Estratto. © Riproduzione autorizzata. Diritti riservati.:
Preface

Twelve years ago, late one night, I found myself on a C-135 transport plane that was taking me and two senatorial colleagues on the long flight across Europe and the Middle East to Kuwait. The Persian Gulf War had only recently ended, and we were headed for a postwar inspection tour of the region.

John Glenn, John McCain, and I had been discussing our shared love of flying until John Glenn fell asleep. And now John McCain and I sat in uncomfortable silence for a few moments until, inevitably, we started talking not about the Gulf War but about our war—Vietnam.

Though we had served together in the U.S. Senate for nearly five years at that point, we had never yet shared our common and separate experiences in Vietnam. We were aware of each other’s public stories, of course. I knew that John—the son of a distinguished admiral—had been a Navy pilot who was shot down over North Vietnam, where he was held, beaten, and tortured for five and a half years, much of that time served after he refused to accept freedom on terms that violated the POW code of honor governing the order of prisoner releases.

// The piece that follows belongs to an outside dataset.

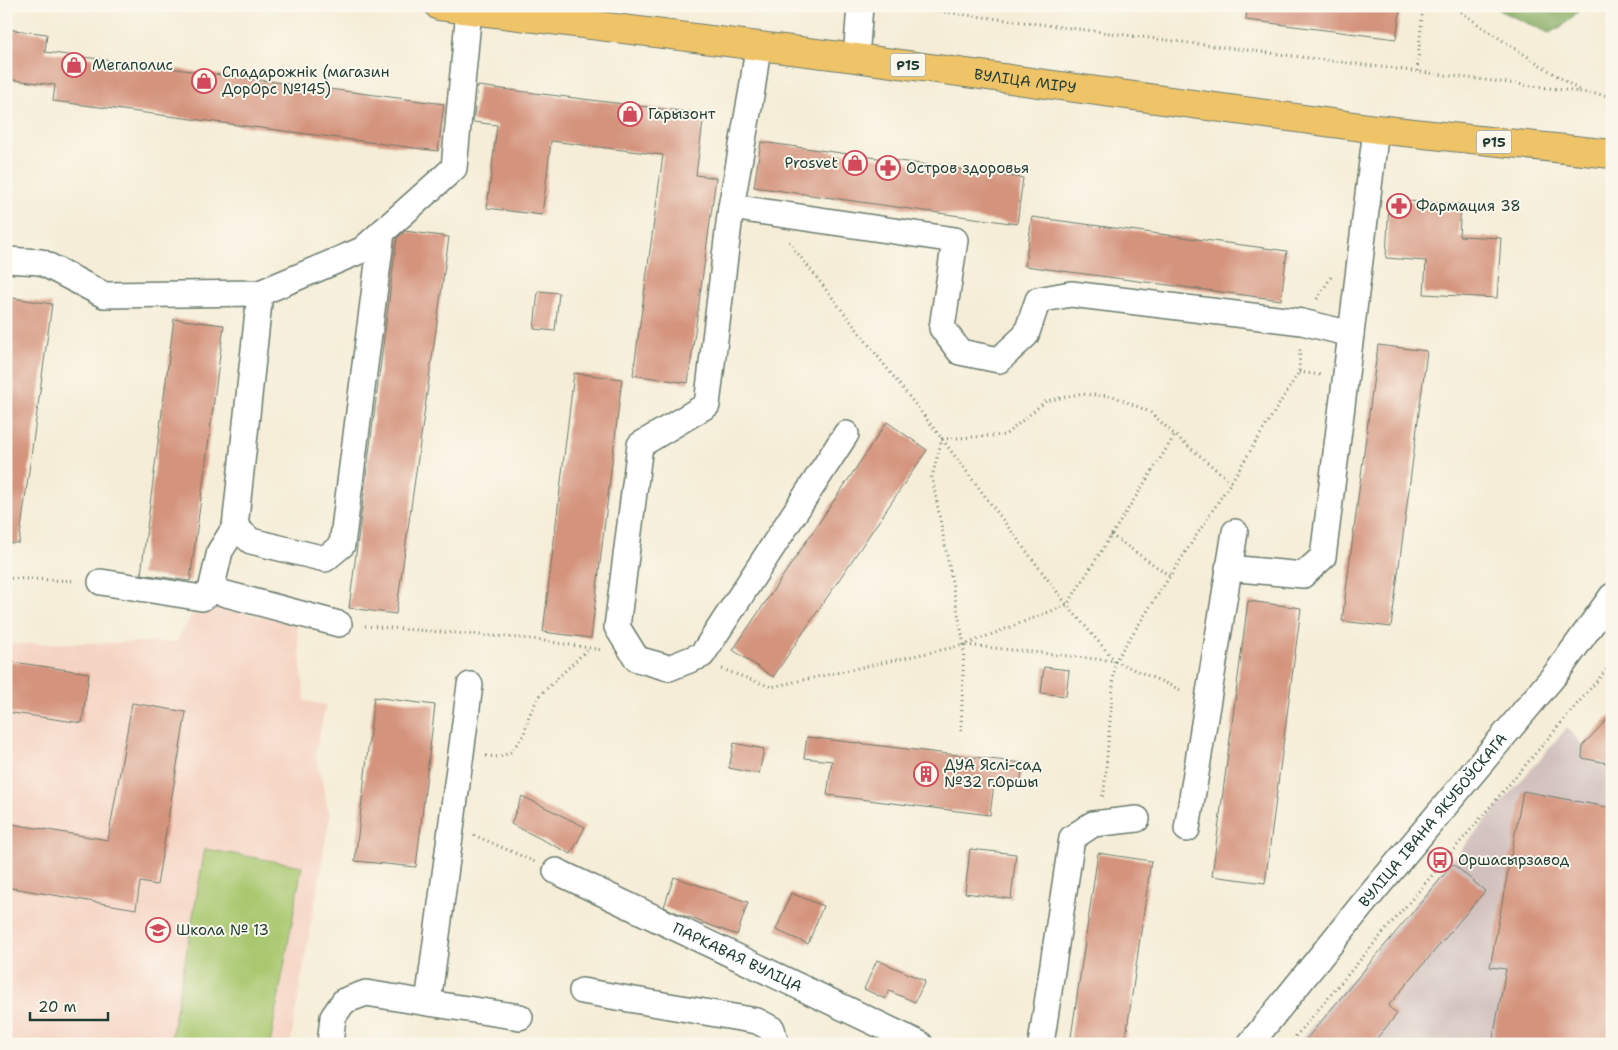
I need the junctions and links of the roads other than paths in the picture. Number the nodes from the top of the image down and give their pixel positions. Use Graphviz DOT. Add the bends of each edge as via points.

And John knew I had also been a Navy officer, commanding a “swift boat”— a small, fast patrol boat used for counterinsurgency missions—in the Mekong Delta for two tours of duty. Unlike him, I had been able to come back after I received my third Purple Heart. Upon my return, however, based on my strong feelings that our fighting men were being sacrificed for a mission in which our leaders no longer believed, I got involved in the effort of veterans to stop the war.

Not surprisingly John, who was still imprisoned in the Hanoi Hilton at that time, took a dim view of my antiwar activities and, in fact, campaigned for my Republican opponent when I first ran for the U.S. Senate in 1984. But he didn’t - really know the story of my personal experiences in Vietnam, just as I didn’t really know his.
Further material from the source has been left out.